Instructions to follow: Return the records exactly as they stand, and keep the pictures out of the copy.

Task material:
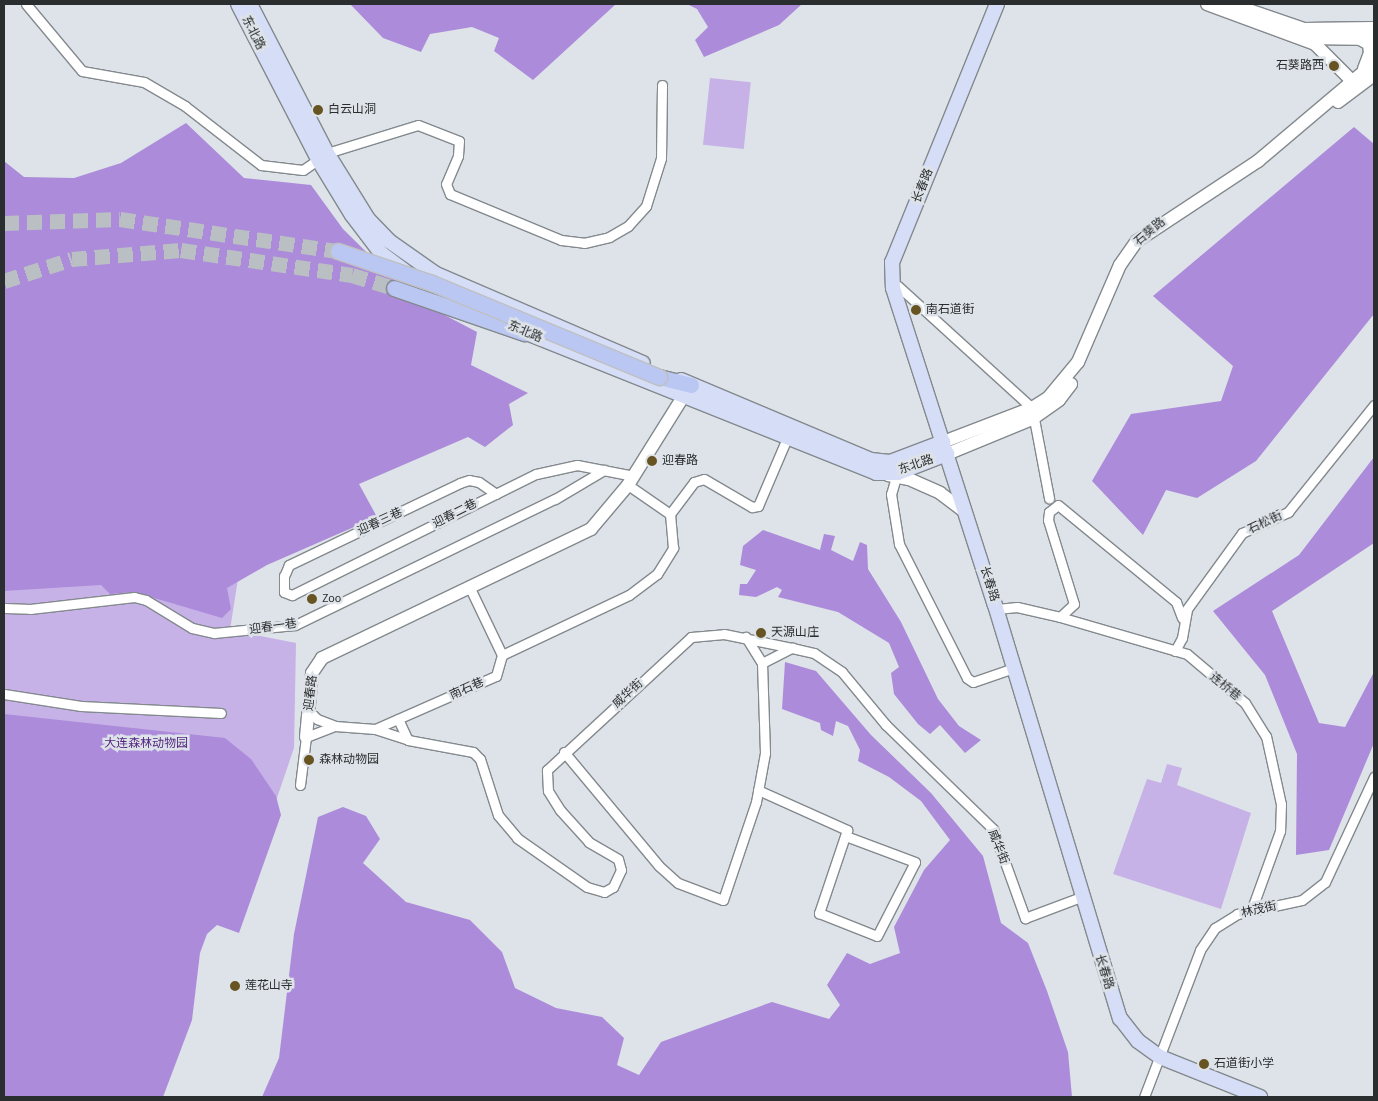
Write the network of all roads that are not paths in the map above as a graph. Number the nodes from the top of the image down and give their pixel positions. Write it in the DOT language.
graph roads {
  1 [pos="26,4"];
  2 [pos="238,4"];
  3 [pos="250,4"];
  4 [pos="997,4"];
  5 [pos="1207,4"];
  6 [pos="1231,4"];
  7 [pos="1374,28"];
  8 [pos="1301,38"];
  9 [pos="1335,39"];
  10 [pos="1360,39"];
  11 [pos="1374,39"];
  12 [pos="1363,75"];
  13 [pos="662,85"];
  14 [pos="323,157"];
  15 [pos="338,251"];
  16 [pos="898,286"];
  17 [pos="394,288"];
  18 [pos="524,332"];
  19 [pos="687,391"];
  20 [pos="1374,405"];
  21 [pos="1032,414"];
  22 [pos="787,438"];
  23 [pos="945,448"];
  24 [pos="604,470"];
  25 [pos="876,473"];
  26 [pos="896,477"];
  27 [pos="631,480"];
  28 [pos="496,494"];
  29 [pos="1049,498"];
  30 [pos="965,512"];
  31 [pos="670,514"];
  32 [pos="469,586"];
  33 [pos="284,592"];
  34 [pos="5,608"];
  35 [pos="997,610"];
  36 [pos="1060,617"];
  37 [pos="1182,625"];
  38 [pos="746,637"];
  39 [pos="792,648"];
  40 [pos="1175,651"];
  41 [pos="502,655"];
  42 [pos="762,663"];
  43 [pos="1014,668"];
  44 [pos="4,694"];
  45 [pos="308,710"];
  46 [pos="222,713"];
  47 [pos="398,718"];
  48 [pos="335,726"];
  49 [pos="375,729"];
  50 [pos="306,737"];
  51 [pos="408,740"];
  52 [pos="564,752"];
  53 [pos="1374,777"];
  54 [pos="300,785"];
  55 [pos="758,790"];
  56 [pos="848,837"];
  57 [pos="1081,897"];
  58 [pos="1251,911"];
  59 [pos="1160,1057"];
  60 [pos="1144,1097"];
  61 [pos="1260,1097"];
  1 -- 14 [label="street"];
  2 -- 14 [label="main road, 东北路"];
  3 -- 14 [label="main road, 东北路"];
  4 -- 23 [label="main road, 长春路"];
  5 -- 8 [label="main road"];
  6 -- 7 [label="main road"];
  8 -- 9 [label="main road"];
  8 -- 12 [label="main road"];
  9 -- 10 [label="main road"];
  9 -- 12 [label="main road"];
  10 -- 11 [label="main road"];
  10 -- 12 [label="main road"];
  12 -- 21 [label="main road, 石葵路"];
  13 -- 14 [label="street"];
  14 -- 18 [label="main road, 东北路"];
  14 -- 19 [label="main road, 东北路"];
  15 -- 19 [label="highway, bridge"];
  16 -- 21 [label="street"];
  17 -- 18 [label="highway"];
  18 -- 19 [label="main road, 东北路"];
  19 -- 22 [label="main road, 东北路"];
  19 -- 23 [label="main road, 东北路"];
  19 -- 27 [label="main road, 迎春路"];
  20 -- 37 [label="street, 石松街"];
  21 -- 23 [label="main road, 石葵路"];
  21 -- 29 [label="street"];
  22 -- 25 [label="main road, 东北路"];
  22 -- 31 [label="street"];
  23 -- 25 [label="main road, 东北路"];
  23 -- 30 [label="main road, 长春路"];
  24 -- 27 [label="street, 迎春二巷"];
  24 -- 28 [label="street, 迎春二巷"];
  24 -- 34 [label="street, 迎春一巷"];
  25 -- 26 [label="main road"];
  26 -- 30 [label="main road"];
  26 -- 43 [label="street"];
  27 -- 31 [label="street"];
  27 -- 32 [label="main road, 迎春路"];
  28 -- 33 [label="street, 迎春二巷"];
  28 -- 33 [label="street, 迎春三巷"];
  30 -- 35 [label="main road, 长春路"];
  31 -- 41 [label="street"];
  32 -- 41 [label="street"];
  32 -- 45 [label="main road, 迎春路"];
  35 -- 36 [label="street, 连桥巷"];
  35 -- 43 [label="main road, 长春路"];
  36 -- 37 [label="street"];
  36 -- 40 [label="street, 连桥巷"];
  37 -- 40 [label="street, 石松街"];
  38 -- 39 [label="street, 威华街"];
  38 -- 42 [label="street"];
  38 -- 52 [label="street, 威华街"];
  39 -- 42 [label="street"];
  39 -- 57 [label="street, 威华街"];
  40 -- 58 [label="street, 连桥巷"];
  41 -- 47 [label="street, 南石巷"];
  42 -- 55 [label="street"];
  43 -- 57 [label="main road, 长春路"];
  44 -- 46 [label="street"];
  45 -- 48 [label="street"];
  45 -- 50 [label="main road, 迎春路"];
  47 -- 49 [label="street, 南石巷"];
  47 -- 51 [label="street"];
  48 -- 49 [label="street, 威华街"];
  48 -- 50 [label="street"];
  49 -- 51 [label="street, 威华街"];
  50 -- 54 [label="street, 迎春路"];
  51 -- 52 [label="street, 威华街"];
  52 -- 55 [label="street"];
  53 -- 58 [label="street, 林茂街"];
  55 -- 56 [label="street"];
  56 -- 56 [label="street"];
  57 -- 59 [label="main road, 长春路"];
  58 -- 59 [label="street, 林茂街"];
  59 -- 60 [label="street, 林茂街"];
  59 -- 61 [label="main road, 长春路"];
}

The answer:
Write the network of all roads that are not paths in the map above as a graph. Number the nodes from the top of the image down and give their pixel positions. Write it in the DOT language.
graph roads {
  1 [pos="26,4"];
  2 [pos="238,4"];
  3 [pos="250,4"];
  4 [pos="997,4"];
  5 [pos="1207,4"];
  6 [pos="1231,4"];
  7 [pos="1374,28"];
  8 [pos="1301,38"];
  9 [pos="1335,39"];
  10 [pos="1360,39"];
  11 [pos="1374,39"];
  12 [pos="1363,75"];
  13 [pos="662,85"];
  14 [pos="323,157"];
  15 [pos="338,251"];
  16 [pos="898,286"];
  17 [pos="394,288"];
  18 [pos="524,332"];
  19 [pos="687,391"];
  20 [pos="1374,405"];
  21 [pos="1032,414"];
  22 [pos="787,438"];
  23 [pos="945,448"];
  24 [pos="604,470"];
  25 [pos="876,473"];
  26 [pos="896,477"];
  27 [pos="631,480"];
  28 [pos="496,494"];
  29 [pos="1049,498"];
  30 [pos="965,512"];
  31 [pos="670,514"];
  32 [pos="469,586"];
  33 [pos="284,592"];
  34 [pos="5,608"];
  35 [pos="997,610"];
  36 [pos="1060,617"];
  37 [pos="1182,625"];
  38 [pos="746,637"];
  39 [pos="792,648"];
  40 [pos="1175,651"];
  41 [pos="502,655"];
  42 [pos="762,663"];
  43 [pos="1014,668"];
  44 [pos="4,694"];
  45 [pos="308,710"];
  46 [pos="222,713"];
  47 [pos="398,718"];
  48 [pos="335,726"];
  49 [pos="375,729"];
  50 [pos="306,737"];
  51 [pos="408,740"];
  52 [pos="564,752"];
  53 [pos="1374,777"];
  54 [pos="300,785"];
  55 [pos="758,790"];
  56 [pos="848,837"];
  57 [pos="1081,897"];
  58 [pos="1251,911"];
  59 [pos="1160,1057"];
  60 [pos="1144,1097"];
  61 [pos="1260,1097"];
  1 -- 14 [label="street"];
  2 -- 14 [label="main road, 东北路"];
  3 -- 14 [label="main road, 东北路"];
  4 -- 23 [label="main road, 长春路"];
  5 -- 8 [label="main road"];
  6 -- 7 [label="main road"];
  8 -- 9 [label="main road"];
  8 -- 12 [label="main road"];
  9 -- 10 [label="main road"];
  9 -- 12 [label="main road"];
  10 -- 11 [label="main road"];
  10 -- 12 [label="main road"];
  12 -- 21 [label="main road, 石葵路"];
  13 -- 14 [label="street"];
  14 -- 18 [label="main road, 东北路"];
  14 -- 19 [label="main road, 东北路"];
  15 -- 19 [label="highway, bridge"];
  16 -- 21 [label="street"];
  17 -- 18 [label="highway"];
  18 -- 19 [label="main road, 东北路"];
  19 -- 22 [label="main road, 东北路"];
  19 -- 23 [label="main road, 东北路"];
  19 -- 27 [label="main road, 迎春路"];
  20 -- 37 [label="street, 石松街"];
  21 -- 23 [label="main road, 石葵路"];
  21 -- 29 [label="street"];
  22 -- 25 [label="main road, 东北路"];
  22 -- 31 [label="street"];
  23 -- 25 [label="main road, 东北路"];
  23 -- 30 [label="main road, 长春路"];
  24 -- 27 [label="street, 迎春二巷"];
  24 -- 28 [label="street, 迎春二巷"];
  24 -- 34 [label="street, 迎春一巷"];
  25 -- 26 [label="main road"];
  26 -- 30 [label="main road"];
  26 -- 43 [label="street"];
  27 -- 31 [label="street"];
  27 -- 32 [label="main road, 迎春路"];
  28 -- 33 [label="street, 迎春二巷"];
  28 -- 33 [label="street, 迎春三巷"];
  30 -- 35 [label="main road, 长春路"];
  31 -- 41 [label="street"];
  32 -- 41 [label="street"];
  32 -- 45 [label="main road, 迎春路"];
  35 -- 36 [label="street, 连桥巷"];
  35 -- 43 [label="main road, 长春路"];
  36 -- 37 [label="street"];
  36 -- 40 [label="street, 连桥巷"];
  37 -- 40 [label="street, 石松街"];
  38 -- 39 [label="street, 威华街"];
  38 -- 42 [label="street"];
  38 -- 52 [label="street, 威华街"];
  39 -- 42 [label="street"];
  39 -- 57 [label="street, 威华街"];
  40 -- 58 [label="street, 连桥巷"];
  41 -- 47 [label="street, 南石巷"];
  42 -- 55 [label="street"];
  43 -- 57 [label="main road, 长春路"];
  44 -- 46 [label="street"];
  45 -- 48 [label="street"];
  45 -- 50 [label="main road, 迎春路"];
  47 -- 49 [label="street, 南石巷"];
  47 -- 51 [label="street"];
  48 -- 49 [label="street, 威华街"];
  48 -- 50 [label="street"];
  49 -- 51 [label="street, 威华街"];
  50 -- 54 [label="street, 迎春路"];
  51 -- 52 [label="street, 威华街"];
  52 -- 55 [label="street"];
  53 -- 58 [label="street, 林茂街"];
  55 -- 56 [label="street"];
  56 -- 56 [label="street"];
  57 -- 59 [label="main road, 长春路"];
  58 -- 59 [label="street, 林茂街"];
  59 -- 60 [label="street, 林茂街"];
  59 -- 61 [label="main road, 长春路"];
}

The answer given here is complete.